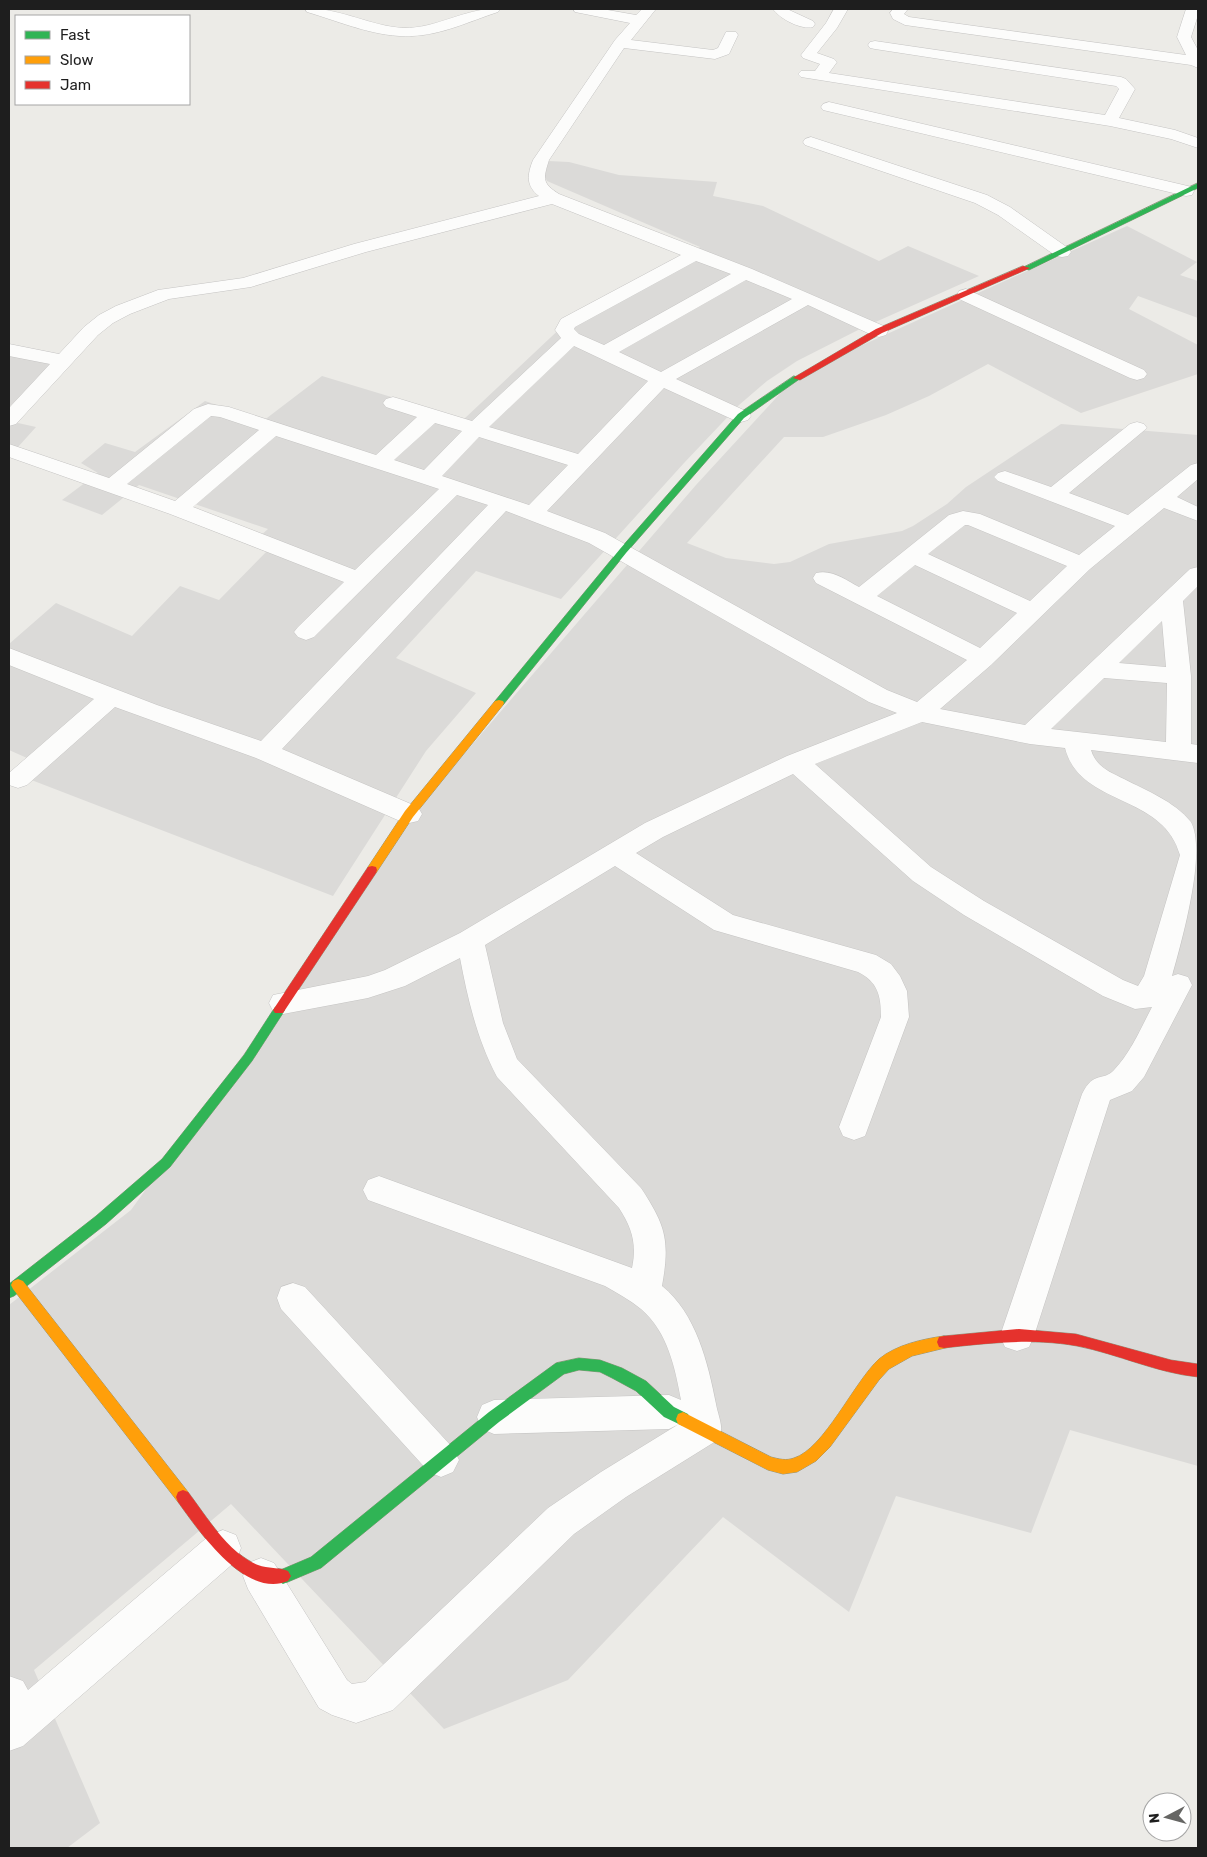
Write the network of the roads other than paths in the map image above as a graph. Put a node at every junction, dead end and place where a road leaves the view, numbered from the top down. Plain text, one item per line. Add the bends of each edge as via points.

...

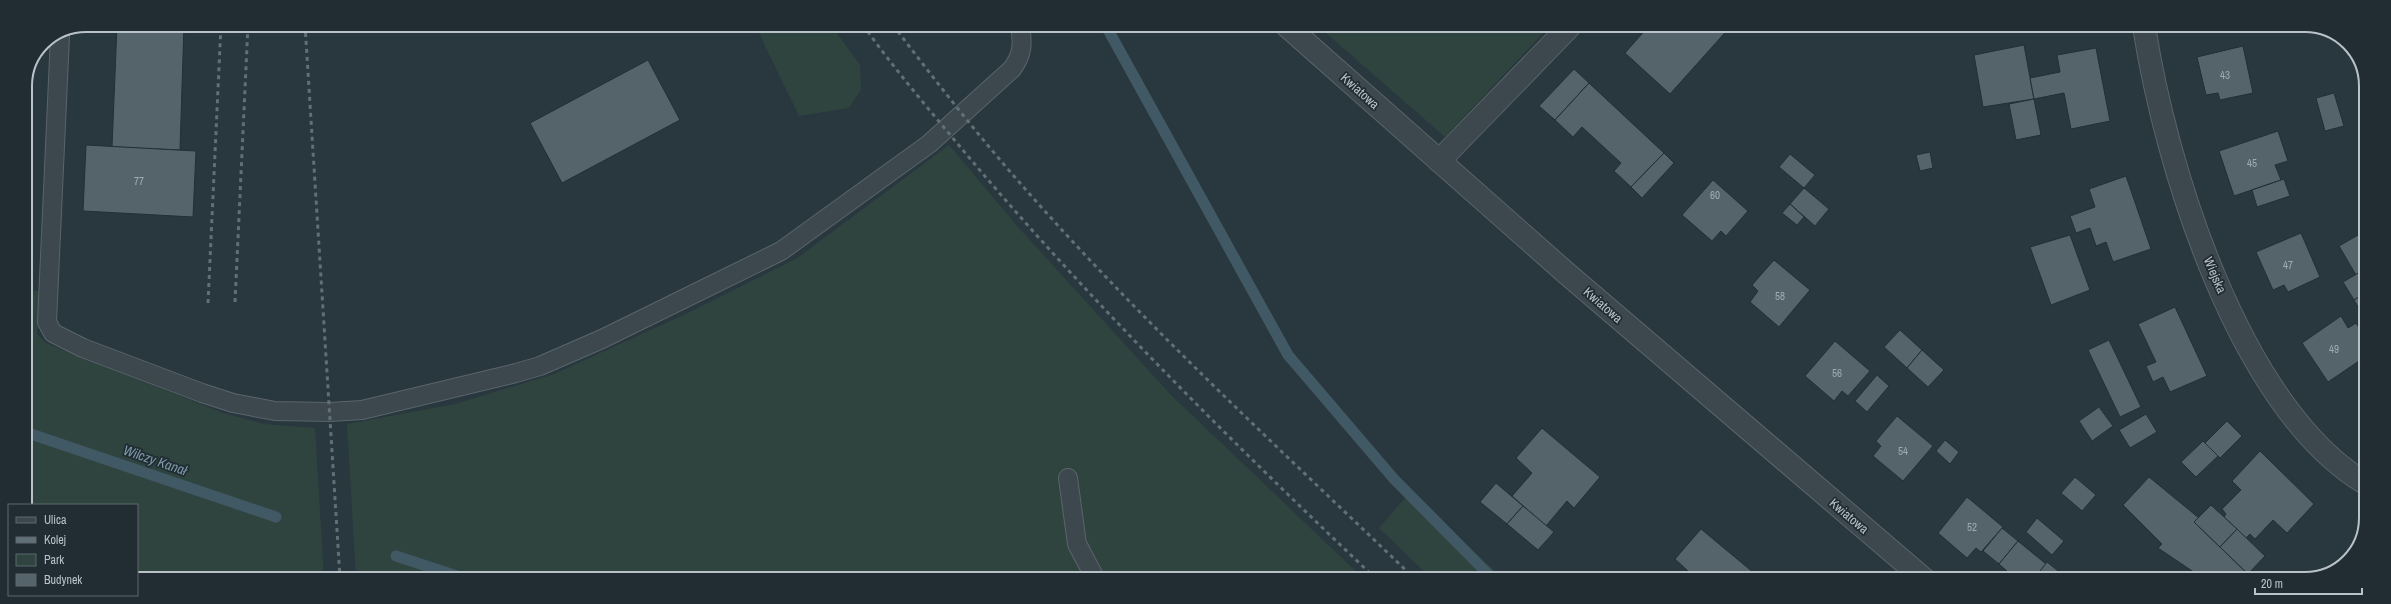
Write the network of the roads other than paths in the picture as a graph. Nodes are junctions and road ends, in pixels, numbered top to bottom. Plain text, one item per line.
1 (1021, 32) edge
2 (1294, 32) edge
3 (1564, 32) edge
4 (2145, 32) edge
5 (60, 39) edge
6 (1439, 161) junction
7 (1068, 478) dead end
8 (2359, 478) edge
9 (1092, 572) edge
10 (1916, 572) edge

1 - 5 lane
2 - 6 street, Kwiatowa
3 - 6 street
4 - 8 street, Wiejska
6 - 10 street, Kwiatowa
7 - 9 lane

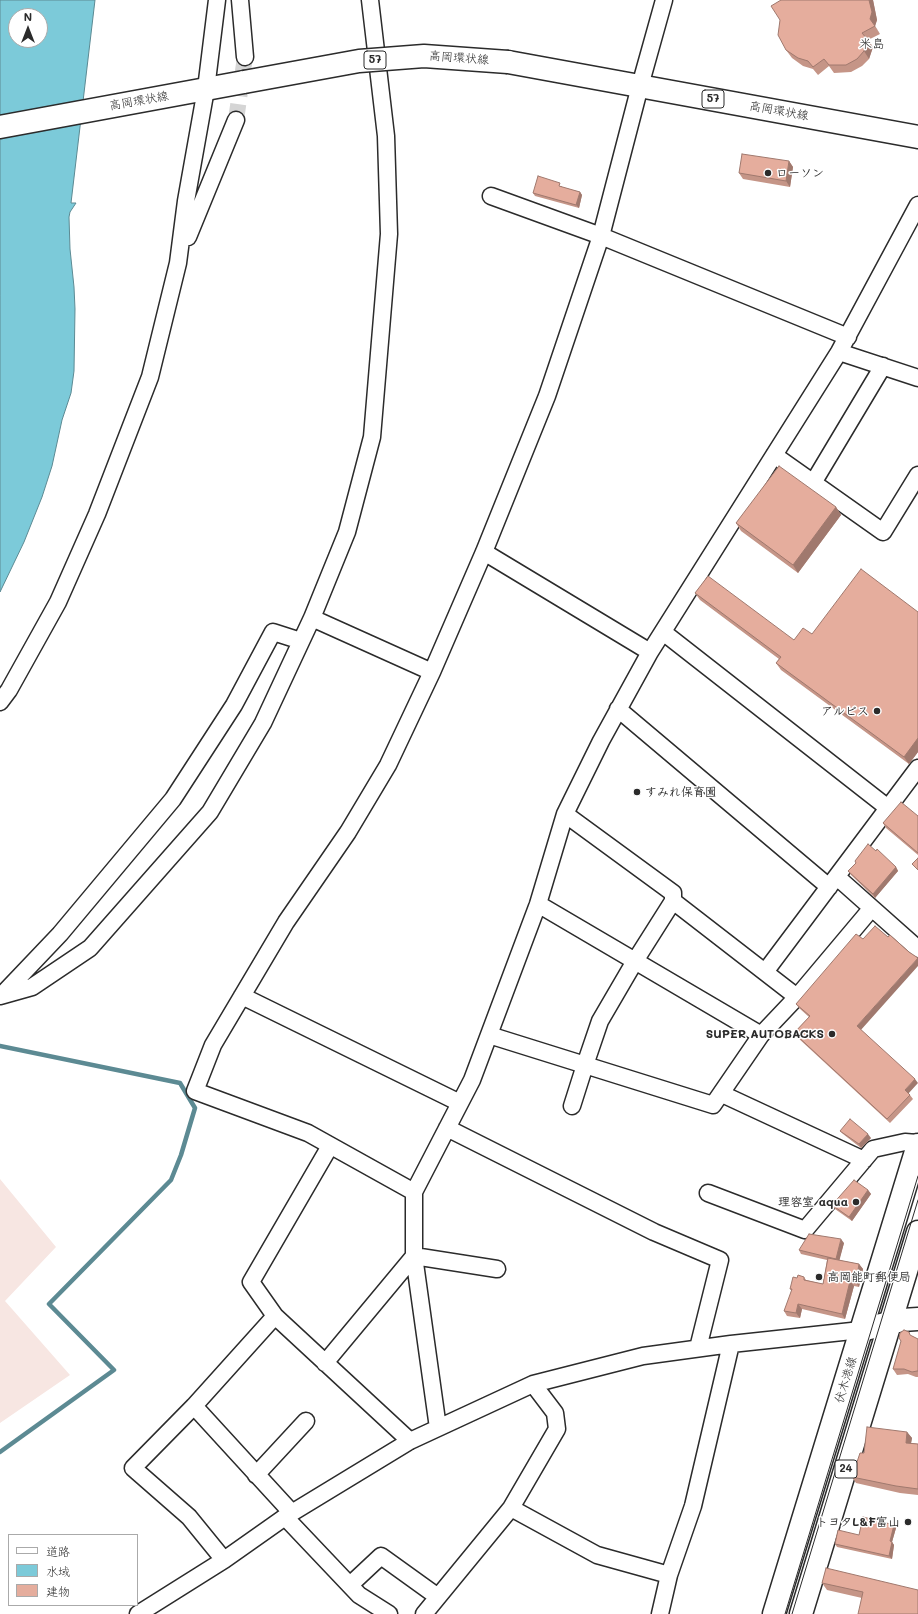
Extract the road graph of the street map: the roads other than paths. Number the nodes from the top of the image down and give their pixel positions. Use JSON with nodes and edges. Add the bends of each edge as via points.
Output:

#### Work required:
Answer with a single number: the count of lines in the entries that hold the word "each".

#### Solution below:
2